Adams abruptly turned and strode to his pickup truck a few yards away. He waved Jansen over and indicated a roughly coffin-sized slab of metal sitting in the bed of his truck. “You see that. There’s one of those on its way to the sun. A ton of solid steel traveling 10,000 miles an hour. That’s why the Feds will want it. It works.”

Jansen placed his hand on the steel block. “You fired one of these? When?”

“You should be able to figure that out, Randy?”

Jansen stared blankly back for a moment. “Jesus, Jack. This is what scrambled NORAD last week. You’ve got half the militaries in the world pointing fingers at each other. We’re blaming the Chinese. They’re blaming us and the Russians, too. You could’ve started a war!” Jansen shook his head in disbelief. “They are going to lock you up for a thousand years. How are you going to justify doing this?” Jansen paused knowing at that moment he’d start smoking again. “Why’d you bring me into this?”

“Not because we were lab partners in graduate school,” Adams explained with a smile, “though that helped narrow the field when I realized my railgun to the sun was the only viable solution for disposing of nuclear waste. You, better than anyone, know how fragile and temporary our containment systems really are. Getting that waste off-world, launching it into the sun, is the only practical answer.”

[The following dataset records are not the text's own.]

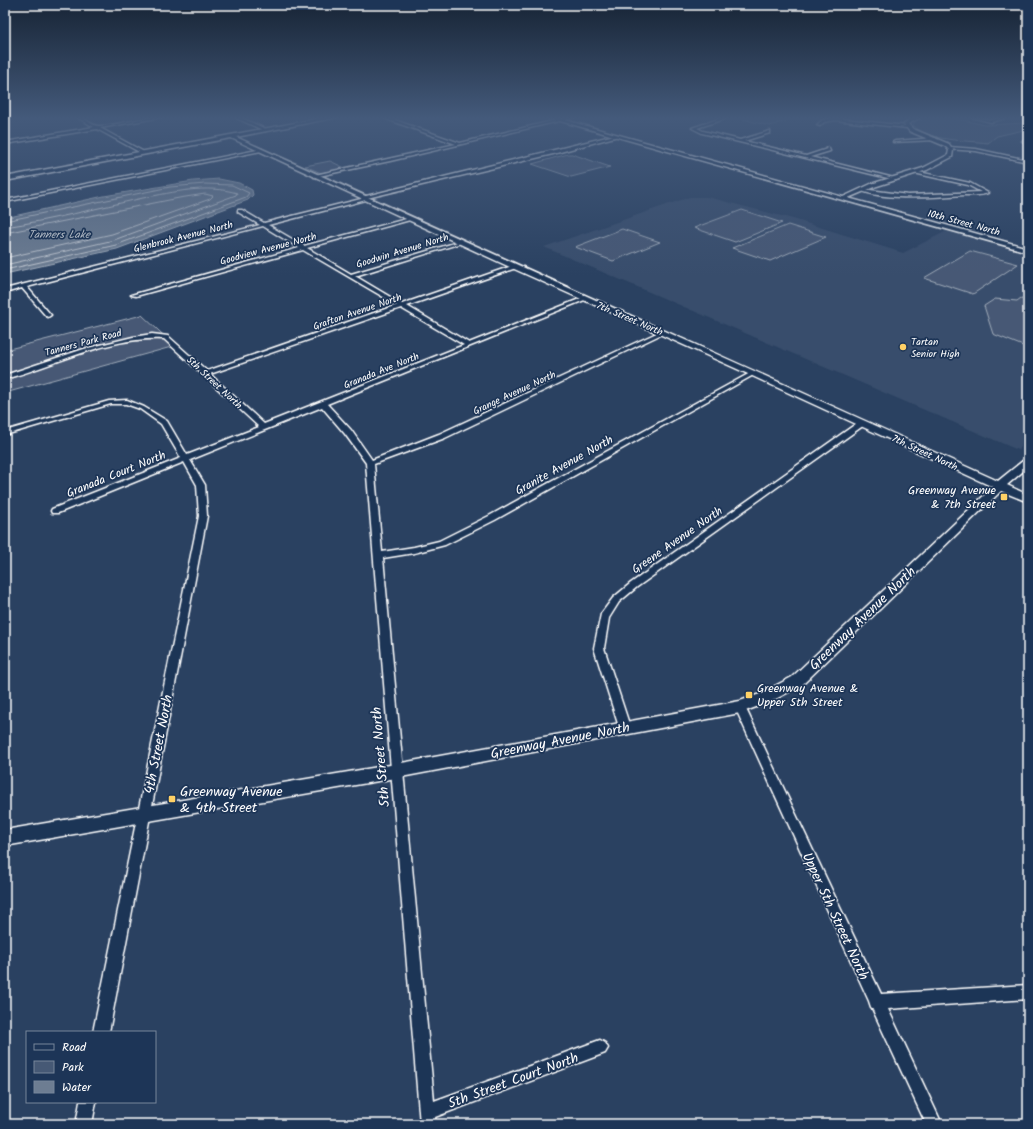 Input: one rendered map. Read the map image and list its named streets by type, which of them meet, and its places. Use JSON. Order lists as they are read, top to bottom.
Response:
{
  "streets": {
    "street": [
      "10th Street North",
      "Glenbrook Avenue North",
      "Goodview Avenue North",
      "Goodwin Avenue North",
      "Grafton Avenue North",
      "7th Street North",
      "Tanners Park Road",
      "Granada Ave North",
      "5th Street North",
      "Grange Avenue North",
      "Granite Avenue North",
      "Granada Court North",
      "Greene Avenue North",
      "Greenway Avenue North",
      "4th Street North",
      "Upper 5th Street North",
      "5th Street Court North"
    ]
  },
  "crossings": [
    ["Glenbrook Avenue North", "7th Street North"],
    ["Goodview Avenue North", "7th Street North"],
    ["Goodwin Avenue North", "7th Street North"],
    ["Grafton Avenue North", "7th Street North"],
    ["Grafton Avenue North", "5th Street North"],
    ["7th Street North", "Granada Ave North"],
    ["7th Street North", "Grange Avenue North"],
    ["7th Street North", "Granite Avenue North"],
    ["7th Street North", "Greene Avenue North"],
    ["7th Street North", "Greenway Avenue North"],
    ["Tanners Park Road", "5th Street North"],
    ["Granada Ave North", "5th Street North"],
    ["Granada Ave North", "Granada Court North"],
    ["Granada Ave North", "4th Street North"],
    ["5th Street North", "Grange Avenue North"],
    ["5th Street North", "Granite Avenue North"],
    ["5th Street North", "Greenway Avenue North"],
    ["5th Street North", "5th Street Court North"],
    ["Granada Court North", "4th Street North"],
    ["Greene Avenue North", "Greenway Avenue North"],
    ["Greenway Avenue North", "4th Street North"],
    ["Greenway Avenue North", "Upper 5th Street North"]
  ],
  "water": ["Tanners Lake"],
  "places": {
    "other": ["Tartan Senior High"],
    "transit": ["Greenway Avenue & 7th Street", "Greenway Avenue & Upper 5th Street", "Greenway Avenue & 4th Street"]
  },
  "legend": ["Road", "Park", "Water"]
} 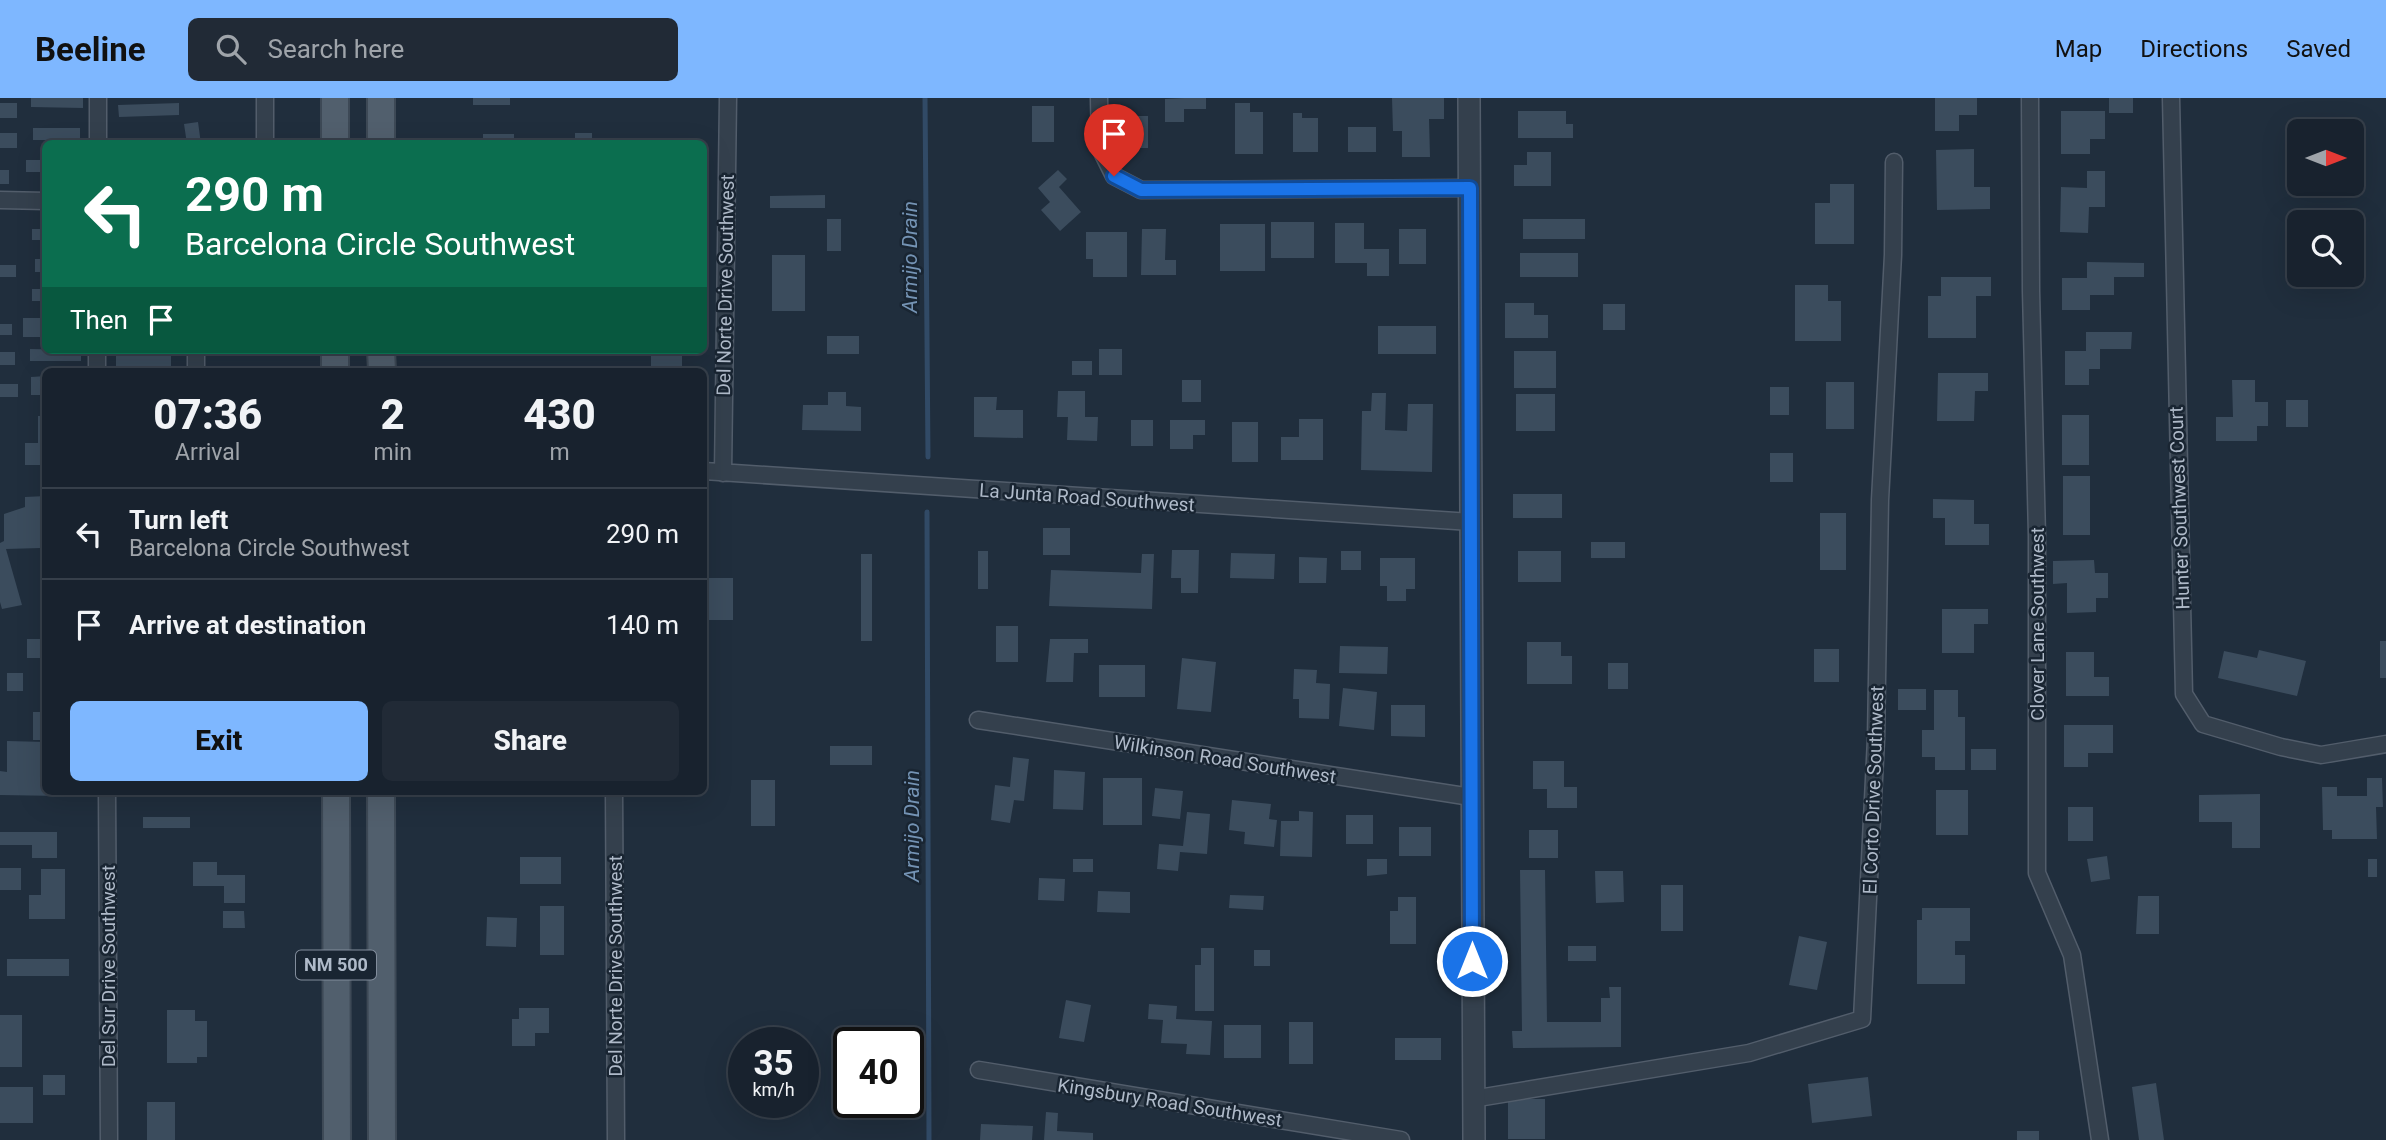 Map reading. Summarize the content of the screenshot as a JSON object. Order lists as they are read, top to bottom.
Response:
{
  "streets": {
    "main road": ["NM 500"],
    "street": [
      "Del Norte Drive Southwest",
      "La Junta Road Southwest",
      "Hunter Southwest Court",
      "Clover Lane Southwest",
      "Wilkinson Road Southwest",
      "El Corto Drive Southwest",
      "Del Sur Drive Southwest",
      "Kingsbury Road Southwest"
    ]
  },
  "crossings": [
    ["Del Norte Drive Southwest", "La Junta Road Southwest"]
  ],
  "water": ["Armijo Drain"],
  "north": "right",
  "page": {
    "header": "Beeline",
    "search": "Search here",
    "nav": ["Map", "Directions", "Saved"],
    "turn": ["290 m", "Barcelona Circle Southwest"],
    "then": "Then",
    "eta": [
      "07:36",
      "Arrival",
      "2",
      "min",
      "430",
      "m"
    ],
    "list": [
      {
        "name": "Turn left",
        "note": "Barcelona Circle Southwest",
        "value": "290 m"
      },
      {
        "name": "Arrive at destination",
        "value": "140 m"
      }
    ],
    "buttons": ["Exit", "Share"],
    "speed": "35 km/h",
    "limit": "40"
  }
}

“Practical? It’s too damn sci fi. Too risky,” Jansen warned. “You may have a proof of concept here, and the Feds will be all over that—for the wrong reasons. Generals will love this, but politicians will crap themselves. One bad launch and you’ve got a major, possibly international, catastrophe.”

“That’s always a possibility,” Adams acknowledged, “but it’s a certainty that the nuclear waste we have now will overwhelm our current systems sometime in the not-too-distant future. I think my railgun gives us better odds in the long run.”

“What politician ever thinks in terms of the long run?” Jansen demanded, feeling that deep, clawing urge for a cigarette.

“The ones who don’t want their statues to be crapped on by radioactive pigeons.”

“God, I need a cigarette,” Jansen said.

“And I need an insider,” Adams insisted as a shrill whine sounded from his wristwatch.

“It’ll never happen, Jack.”

“It already has.” Adams checked his watch and pointed to the railgun. “It’s happening again in less than a minute.”

Jansen followed Adams’ gaze back to the railgun. “Don’t do it. Stop it, Jack. You could start a war.” But Jansen heard the weakness in his voice. He wanted to witness this.

A growing thrum of accumulators fed by the cyclopean limbs of hundreds of wind turbines filled the air. As the charging built to a crescendo, Adams held up the fingers of his right hand and counted down.

For the briefest moment the entire railgun shimmered. Then a blazing flash seared along the track and leapt into the sky like a rising sun.

An instant later a sonic boom echoed over the hills, and Randy Jansen knew he would never need another cigarette.

He’d seen the light. A new day rocketing past the old.